First thing you need to understand about marriage is you will have ups and downs. If your first thought is to scrap it, I don't think you should get married at all. Now having said that, it sounds like you are being supportive and helping him with this. That is a good thing, as long as he is helping himself just as much of not a lot more. Being married doesn't mean you put up with garbage either. There is a fine line between the two. Just make sure your head is in that space because I can promise you this is a good test right now you are facing together. Realize this won't be the last hard time you two face either. So check his actions and check yours as well through all of this. 

Outside of that, all you can really do is be supportive and give him gentle nudges. If you feel he isn't pulling his weight you are certainly within right to give him a little smack upside the head to see how serious he is. 

And there is nothing wrong with a woman being the bread winner. That is the only alarming thing I read in your post that would definitely give me second thought on marrying you if I were in his shoes. Just saying. In marriage, its about household income, not who makes more and who does what chores. Its a group effort where both do their best regardless of who does what. Anything else is asking for resentment to enter into the equation in my book. A sure fire way to kill a marriage.


----------



## Normm (May 17, 2018)

Love isn't enough. 

Money pays the bills. 

Don't take on a lifelong obligation with a serial unemployed person no matter how you feel about them. 

Start planning an exit strategy- and let him know that's what you're doing if he doesn't step it up. 

Or support him and be anxious for the rest of your life.
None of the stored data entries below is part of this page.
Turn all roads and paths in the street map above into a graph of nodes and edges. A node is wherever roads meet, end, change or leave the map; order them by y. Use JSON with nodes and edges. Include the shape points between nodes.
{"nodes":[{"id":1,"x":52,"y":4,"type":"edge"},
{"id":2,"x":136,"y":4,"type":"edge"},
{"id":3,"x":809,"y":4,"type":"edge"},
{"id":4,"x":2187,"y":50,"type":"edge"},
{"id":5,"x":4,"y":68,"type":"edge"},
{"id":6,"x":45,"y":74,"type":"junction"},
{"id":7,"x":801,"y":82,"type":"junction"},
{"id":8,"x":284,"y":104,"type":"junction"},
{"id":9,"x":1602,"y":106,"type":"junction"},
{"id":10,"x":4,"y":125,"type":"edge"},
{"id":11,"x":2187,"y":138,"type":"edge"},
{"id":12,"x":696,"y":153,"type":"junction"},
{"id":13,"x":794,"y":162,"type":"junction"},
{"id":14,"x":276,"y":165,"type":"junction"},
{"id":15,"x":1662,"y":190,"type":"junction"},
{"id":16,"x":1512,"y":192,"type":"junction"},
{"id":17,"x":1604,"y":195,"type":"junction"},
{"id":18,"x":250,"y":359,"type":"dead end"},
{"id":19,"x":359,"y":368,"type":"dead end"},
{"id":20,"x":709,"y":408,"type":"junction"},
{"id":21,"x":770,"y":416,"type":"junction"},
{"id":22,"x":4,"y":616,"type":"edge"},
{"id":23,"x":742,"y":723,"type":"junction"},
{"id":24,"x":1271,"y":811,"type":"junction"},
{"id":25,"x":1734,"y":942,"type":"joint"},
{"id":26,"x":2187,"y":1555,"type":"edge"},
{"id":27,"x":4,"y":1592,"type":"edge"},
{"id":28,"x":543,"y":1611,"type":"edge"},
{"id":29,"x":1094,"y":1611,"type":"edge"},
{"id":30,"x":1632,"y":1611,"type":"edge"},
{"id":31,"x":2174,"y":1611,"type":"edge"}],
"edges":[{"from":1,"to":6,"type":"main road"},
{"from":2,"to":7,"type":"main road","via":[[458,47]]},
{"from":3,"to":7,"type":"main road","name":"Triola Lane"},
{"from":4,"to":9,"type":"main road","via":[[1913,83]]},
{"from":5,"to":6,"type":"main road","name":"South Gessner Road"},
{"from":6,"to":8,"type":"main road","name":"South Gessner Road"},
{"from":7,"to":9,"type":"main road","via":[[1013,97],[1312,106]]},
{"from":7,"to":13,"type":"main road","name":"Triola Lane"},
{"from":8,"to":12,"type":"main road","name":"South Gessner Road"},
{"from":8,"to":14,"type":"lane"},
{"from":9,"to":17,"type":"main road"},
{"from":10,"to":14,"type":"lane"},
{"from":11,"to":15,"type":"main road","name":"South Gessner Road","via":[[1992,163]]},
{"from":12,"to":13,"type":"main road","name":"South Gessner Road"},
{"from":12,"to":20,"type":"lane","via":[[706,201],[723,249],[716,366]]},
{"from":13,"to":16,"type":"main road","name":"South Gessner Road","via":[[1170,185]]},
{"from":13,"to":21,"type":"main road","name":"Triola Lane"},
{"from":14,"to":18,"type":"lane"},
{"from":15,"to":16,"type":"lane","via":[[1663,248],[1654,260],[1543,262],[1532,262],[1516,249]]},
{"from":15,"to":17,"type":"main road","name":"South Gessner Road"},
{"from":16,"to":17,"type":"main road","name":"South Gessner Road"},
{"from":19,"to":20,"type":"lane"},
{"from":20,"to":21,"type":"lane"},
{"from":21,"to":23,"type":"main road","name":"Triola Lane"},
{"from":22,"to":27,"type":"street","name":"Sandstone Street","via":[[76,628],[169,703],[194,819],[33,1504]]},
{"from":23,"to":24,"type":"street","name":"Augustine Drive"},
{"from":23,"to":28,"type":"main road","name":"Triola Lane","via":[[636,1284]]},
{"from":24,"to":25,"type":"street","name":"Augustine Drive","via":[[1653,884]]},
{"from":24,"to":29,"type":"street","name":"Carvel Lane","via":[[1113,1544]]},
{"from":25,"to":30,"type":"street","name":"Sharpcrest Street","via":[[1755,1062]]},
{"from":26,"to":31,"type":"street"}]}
But I do not recommend that course of action.


----------



## Broken_in_Brooklyn (Feb 21, 2013)

Tell your mother to back off, it is causing you stress.


----------



## BeautyBeast (Feb 3, 2015)

SunCMars said:


> I think the old company does not want him back because he did not pull his weight there, either.
> 
> They likely saw him as a talker, not a worker. A dreamer, not a 'sound' man.
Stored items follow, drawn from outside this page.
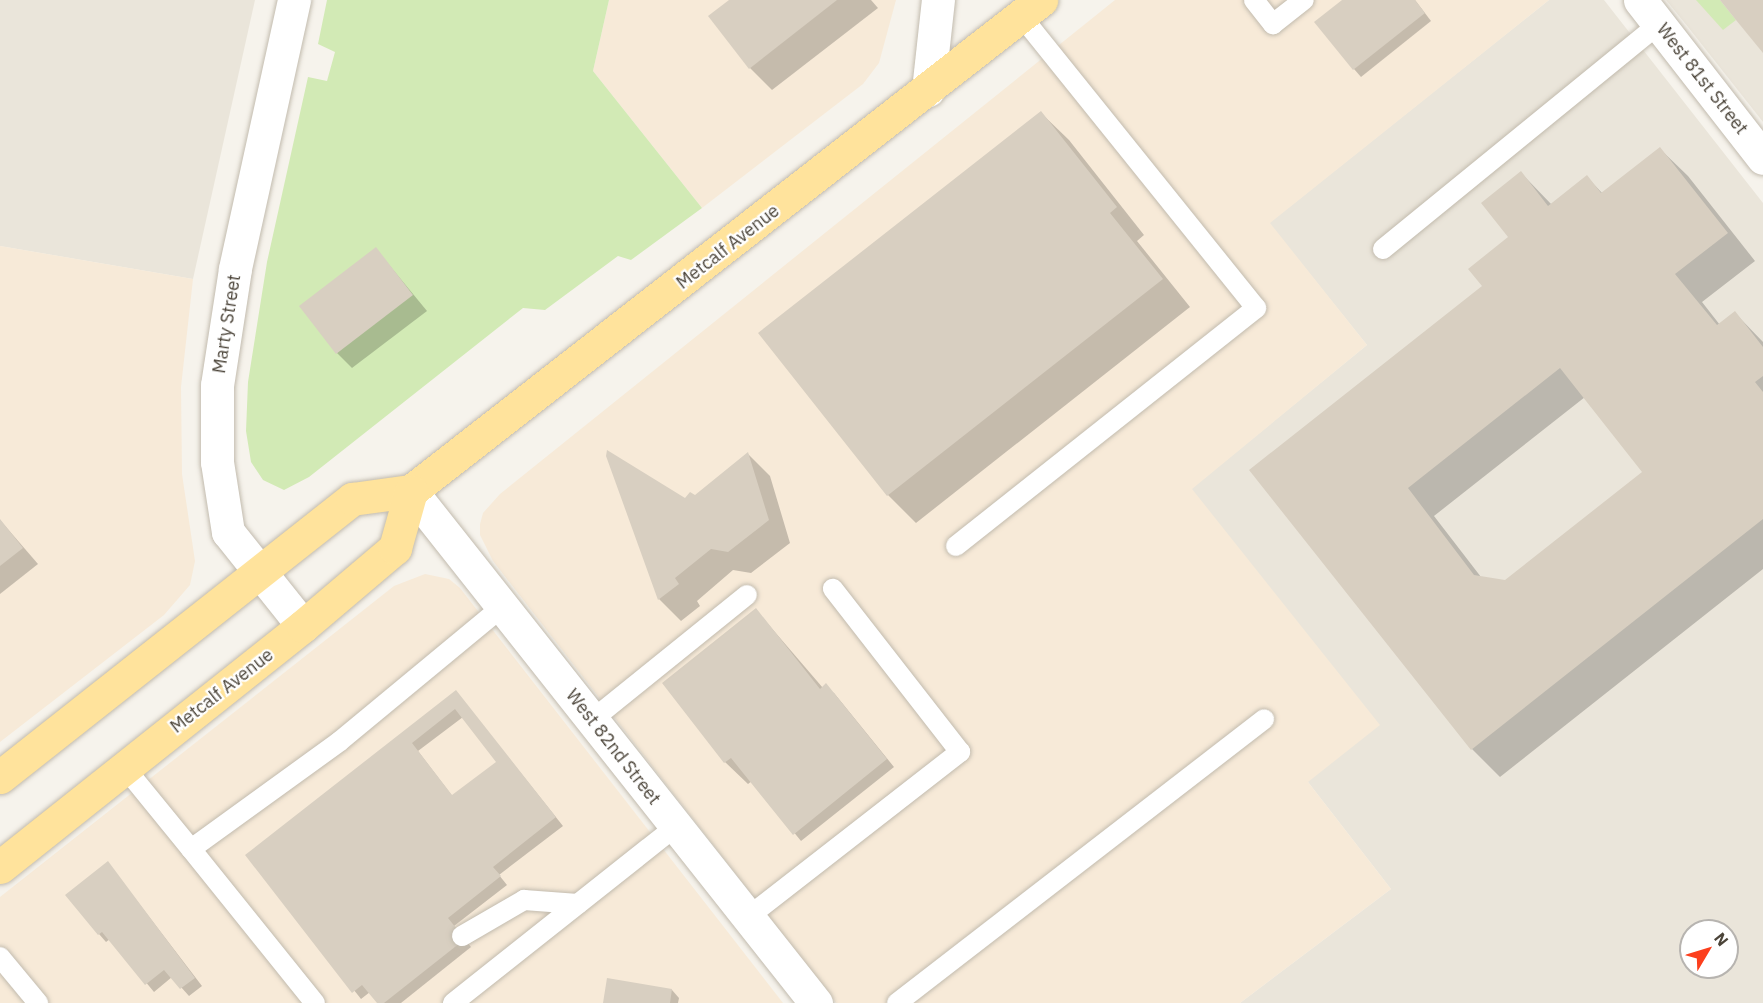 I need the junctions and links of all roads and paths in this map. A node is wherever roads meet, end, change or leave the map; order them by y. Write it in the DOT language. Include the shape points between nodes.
graph roads {
  1 [pos="294,0"];
  2 [pos="938,0"];
  3 [pos="1254,0"];
  4 [pos="1304,0"];
  5 [pos="1031,8"];
  6 [pos="1650,12"];
  7 [pos="928,90"];
  8 [pos="1763,158"];
  9 [pos="1383,249"];
  10 [pos="411,491"];
  11 [pos="956,546"];
  12 [pos="261,569"];
  13 [pos="833,590"];
  14 [pos="747,595"];
  15 [pos="503,606"];
  16 [pos="303,626"];
  17 [pos="1264,719"];
  18 [pos="592,720"];
  19 [pos="125,768"];
  20 [pos="0,777"];
  21 [pos="675,827"];
  22 [pos="191,849"];
  23 [pos="0,867"];
  24 [pos="578,904"];
  25 [pos="748,917"];
  26 [pos="462,936"];
  27 [pos="0,957"];
  28 [pos="38,1003"];
  29 [pos="315,1003"];
  30 [pos="453,1003"];
  31 [pos="816,1003"];
  32 [pos="897,1003"];
  1 -- 12 [label="street, Marty Street" via="235,269 217,385 217,462 228,532"];
  2 -- 7 [label="street"];
  3 -- 4 [label="lane" via="1273,24"];
  5 -- 7 [label="main road, Metcalf Avenue"];
  5 -- 11 [label="lane" via="1256,308"];
  6 -- 8 [label="street, West 81st Street"];
  6 -- 9 [label="lane"];
  7 -- 10 [label="main road, Metcalf Avenue"];
  10 -- 12 [label="main road" via="352,499"];
  10 -- 15 [label="street, West 82nd Street"];
  10 -- 16 [label="main road, Metcalf Avenue" via="395,548"];
  12 -- 16 [label="street, Marty Street"];
  12 -- 20 [label="main road"];
  13 -- 25 [label="lane" via="960,752"];
  14 -- 18 [label="lane"];
  15 -- 18 [label="street, West 82nd Street"];
  15 -- 22 [label="lane" via="340,741"];
  16 -- 19 [label="main road, Metcalf Avenue"];
  17 -- 32 [label="lane"];
  18 -- 21 [label="street, West 82nd Street"];
  19 -- 22 [label="lane"];
  19 -- 23 [label="main road, Metcalf Avenue"];
  21 -- 24 [label="lane"];
  21 -- 25 [label="street, West 82nd Street"];
  22 -- 29 [label="lane"];
  24 -- 26 [label="lane" via="524,900"];
  24 -- 30 [label="lane"];
  25 -- 31 [label="street, West 82nd Street"];
  27 -- 28 [label="lane"];
}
the truth hurts the TS :wink2:


----------



## Evinrude58 (Jun 16, 2014)

completely_inlove413 said:


> first of all- he worked the hardest of anyone at that company. he pulled his weight and MORE. you do not know the details of his position there or how the takeover went down, so please do not assume that he wasn't working hard.


If this is true, then the new owners would be fools to lose him. There is some kind of negative or he would still be employed. Sorry, just because you love this guy doesn’t make reality less real.

If he’s such a hard worker, why are you worried about him getting a job?
Your logic seems suspect.

A talented, hard worker..... that kind of person finds a job...


----------



## TheBohannons (Apr 6, 2018)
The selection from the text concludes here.